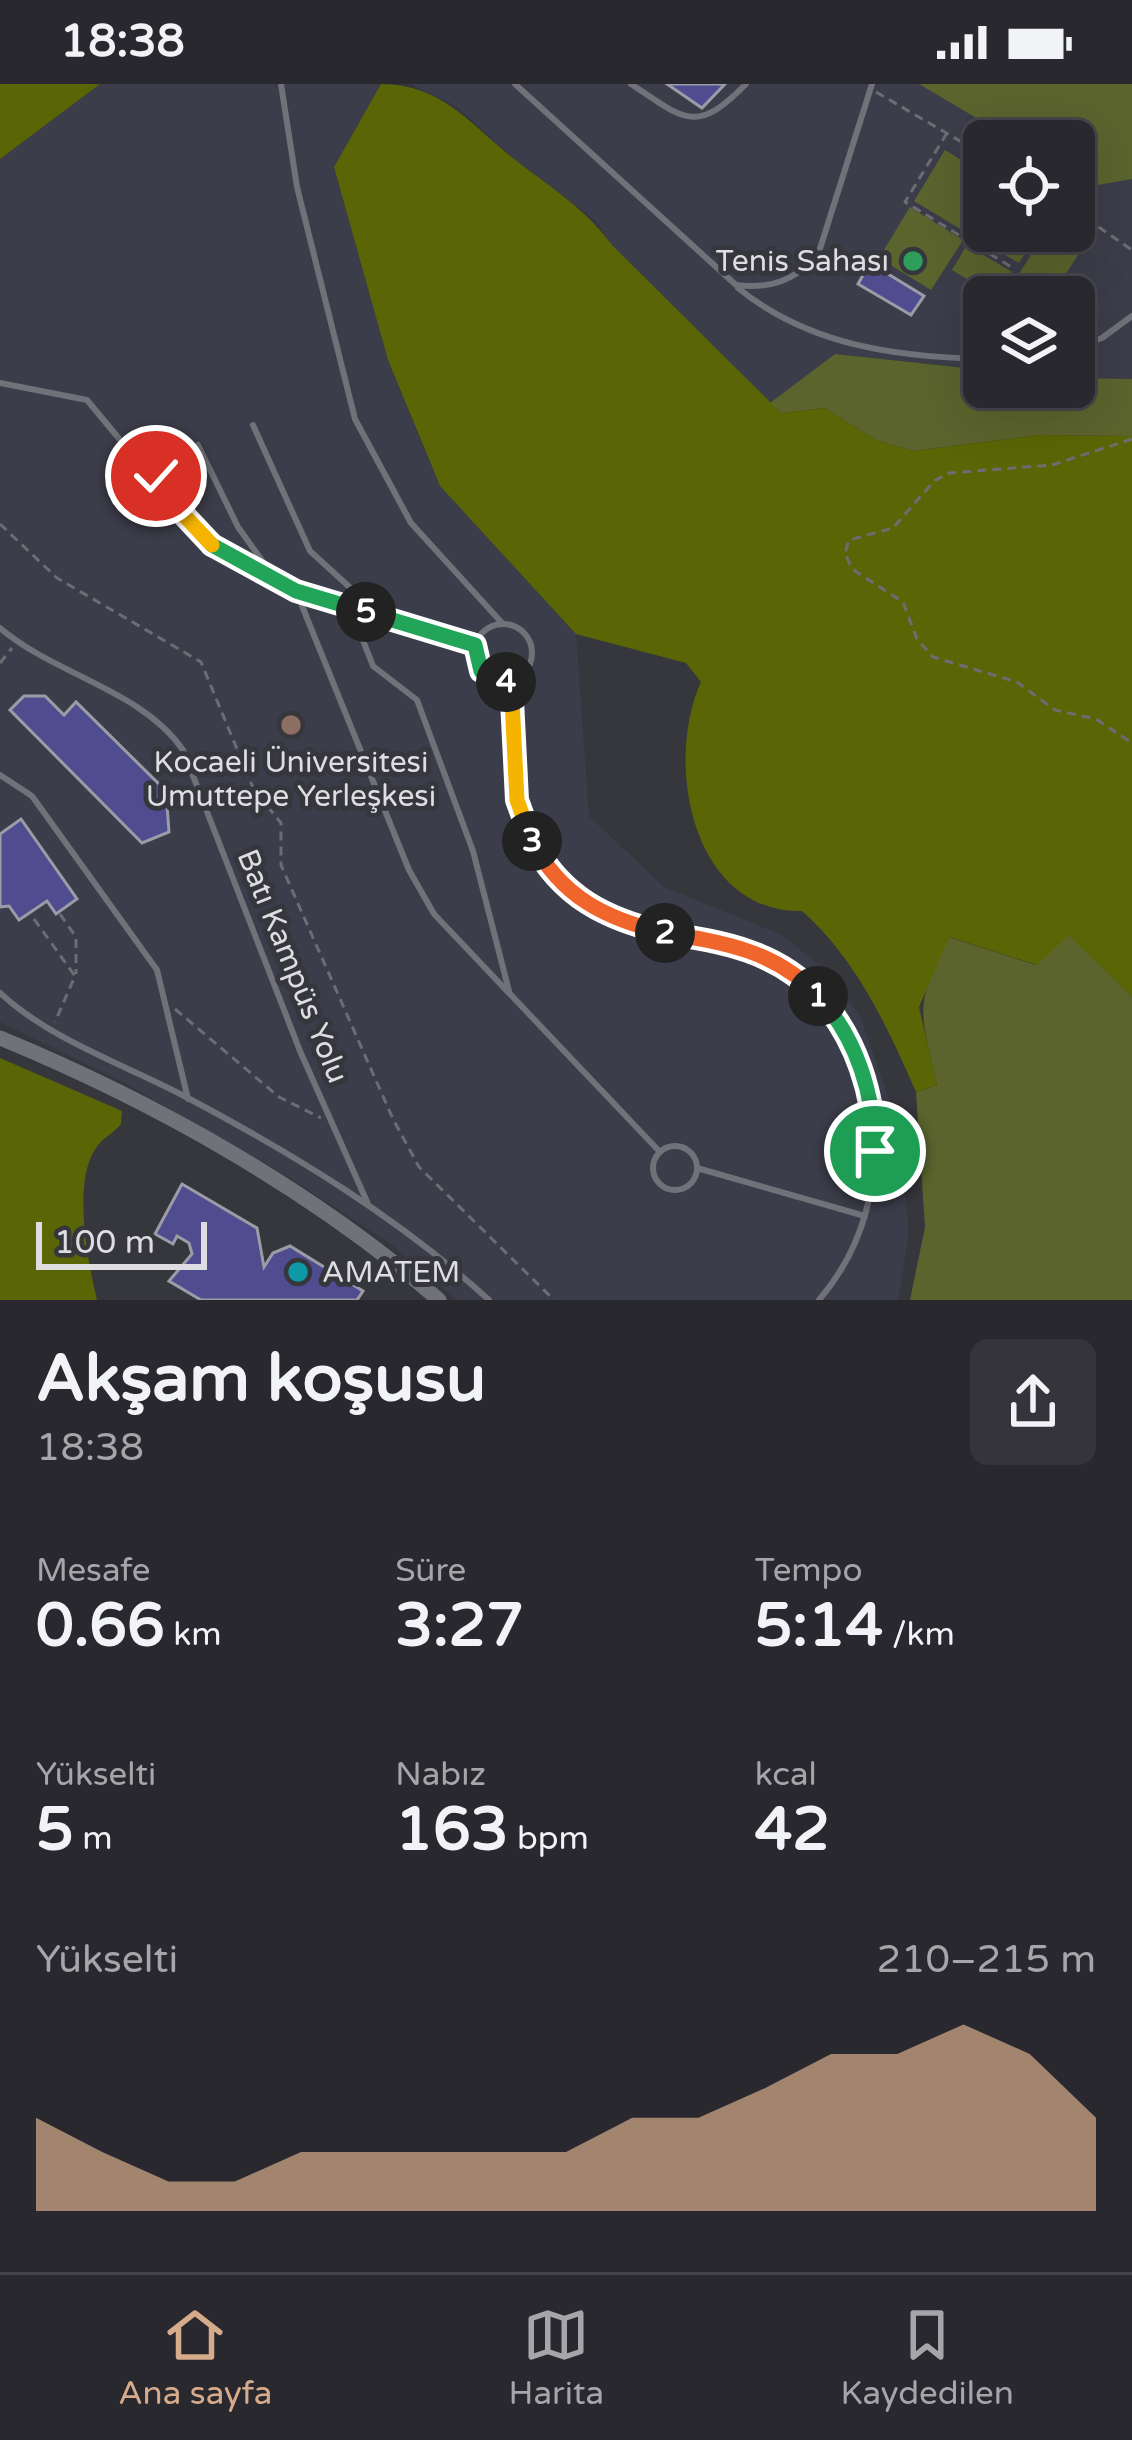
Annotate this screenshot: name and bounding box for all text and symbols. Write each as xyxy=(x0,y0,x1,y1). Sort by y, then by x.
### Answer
text: 18:38 xyxy=(60,15,185,69)
map controls xyxy=(963,120,1095,408)
button: locate xyxy=(963,120,1095,252)
place label: Tenis Sahası xyxy=(715,243,889,280)
marker: Tenis Sahası xyxy=(900,248,926,274)
button: layers xyxy=(963,276,1095,408)
pin xyxy=(105,425,207,527)
icon: check xyxy=(123,443,189,509)
pin: 5 xyxy=(336,582,396,642)
text: 5 xyxy=(356,592,376,631)
pin: 4 xyxy=(476,652,536,712)
text: 4 xyxy=(496,662,516,701)
marker: Kocaeli Üniversitesi Umuttepe Yerleşkesi xyxy=(278,712,304,738)
place label: Kocaeli Üniversitesi Umuttepe Yerleşkesi xyxy=(146,744,436,815)
pin: 3 xyxy=(502,811,562,871)
text: 3 xyxy=(522,821,542,860)
street label: Batı Kampüs Yolu xyxy=(229,844,356,1088)
pin: 2 xyxy=(635,903,695,963)
text: 2 xyxy=(655,913,675,952)
pin: 1 xyxy=(788,966,848,1026)
text: 1 xyxy=(808,976,828,1015)
pin xyxy=(824,1100,926,1202)
icon: arrive xyxy=(842,1118,908,1184)
scale bar xyxy=(36,1216,207,1269)
text: 100 m xyxy=(54,1223,155,1262)
place label: AMATEM xyxy=(322,1254,460,1291)
marker: AMATEM xyxy=(285,1259,311,1285)
text: Akşam koşusu xyxy=(36,1339,486,1419)
button: share xyxy=(970,1339,1096,1465)
text: 18:38 xyxy=(36,1424,144,1471)
text: Mesafe xyxy=(36,1551,150,1590)
text: Süre xyxy=(395,1551,466,1590)
text: Tempo xyxy=(755,1551,863,1590)
text: 0.66 xyxy=(36,1590,165,1662)
text: 3:27 xyxy=(395,1590,524,1662)
text: 5:14 xyxy=(755,1590,883,1662)
text: km xyxy=(165,1615,222,1654)
text: /km xyxy=(883,1615,955,1654)
text: Yükselti xyxy=(36,1755,156,1794)
text: Nabız xyxy=(395,1755,486,1794)
text: kcal xyxy=(755,1755,817,1794)
text: 5 xyxy=(36,1794,74,1866)
text: 163 xyxy=(395,1794,508,1866)
text: 42 xyxy=(755,1794,830,1866)
text: m xyxy=(74,1819,113,1858)
text: bpm xyxy=(508,1819,589,1858)
text: Yükselti xyxy=(36,1936,178,1983)
text: 210–215 m xyxy=(876,1936,1096,1983)
tab: Ana sayfa xyxy=(118,2302,272,2413)
tab: Harita xyxy=(509,2302,604,2413)
tab: Kaydedilen xyxy=(840,2302,1014,2413)

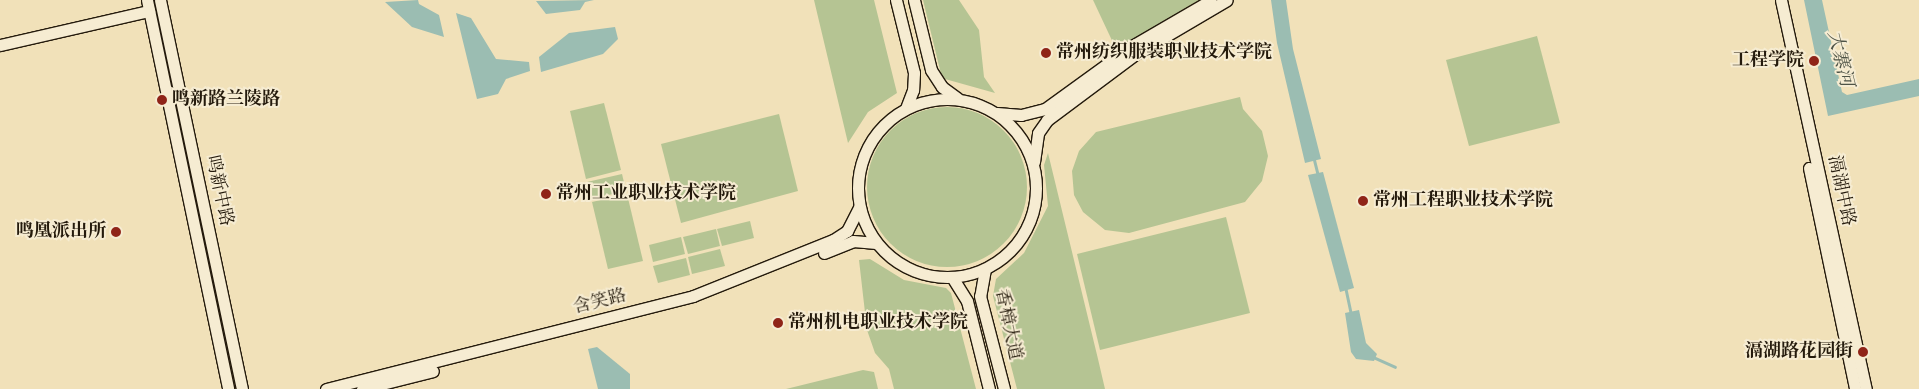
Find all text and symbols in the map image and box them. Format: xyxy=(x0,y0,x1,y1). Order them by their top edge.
water label: 大寨河 xyxy=(1821,29,1857,89)
place label: 常州纺织服装职业技术学院 xyxy=(1056,42,1272,64)
marker: 常州纺织服装职业技术学院 xyxy=(1040,47,1052,59)
place label: 工程学院 xyxy=(1732,50,1804,72)
marker: 工程学院 xyxy=(1808,55,1820,67)
place label: 鸣新路兰陵路 xyxy=(172,89,280,111)
marker: 鸣新路兰陵路 xyxy=(156,94,168,106)
street label: 鸣新中路 xyxy=(200,154,236,228)
street label: 滆湖中路 xyxy=(1822,154,1858,228)
place label: 常州工业职业技术学院 xyxy=(556,183,736,205)
marker: 常州工业职业技术学院 xyxy=(540,188,552,200)
place label: 常州工程职业技术学院 xyxy=(1373,190,1553,212)
marker: 常州工程职业技术学院 xyxy=(1357,195,1369,207)
place label: 鸣凰派出所 xyxy=(16,221,106,243)
marker: 鸣凰派出所 xyxy=(110,226,122,238)
street label: 含笑路 xyxy=(571,286,629,320)
street label: 香樟大道 xyxy=(989,288,1025,362)
place label: 常州机电职业技术学院 xyxy=(788,312,968,334)
marker: 常州机电职业技术学院 xyxy=(772,317,784,329)
place label: 滆湖路花园街 xyxy=(1745,341,1853,363)
marker: 滆湖路花园街 xyxy=(1857,346,1869,358)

» EXERCISE PROMPT
A single figure is required: the number of lines above in which the word "Üniversitesi" occurs.

» RESPONSE TO THE EXERCISE
2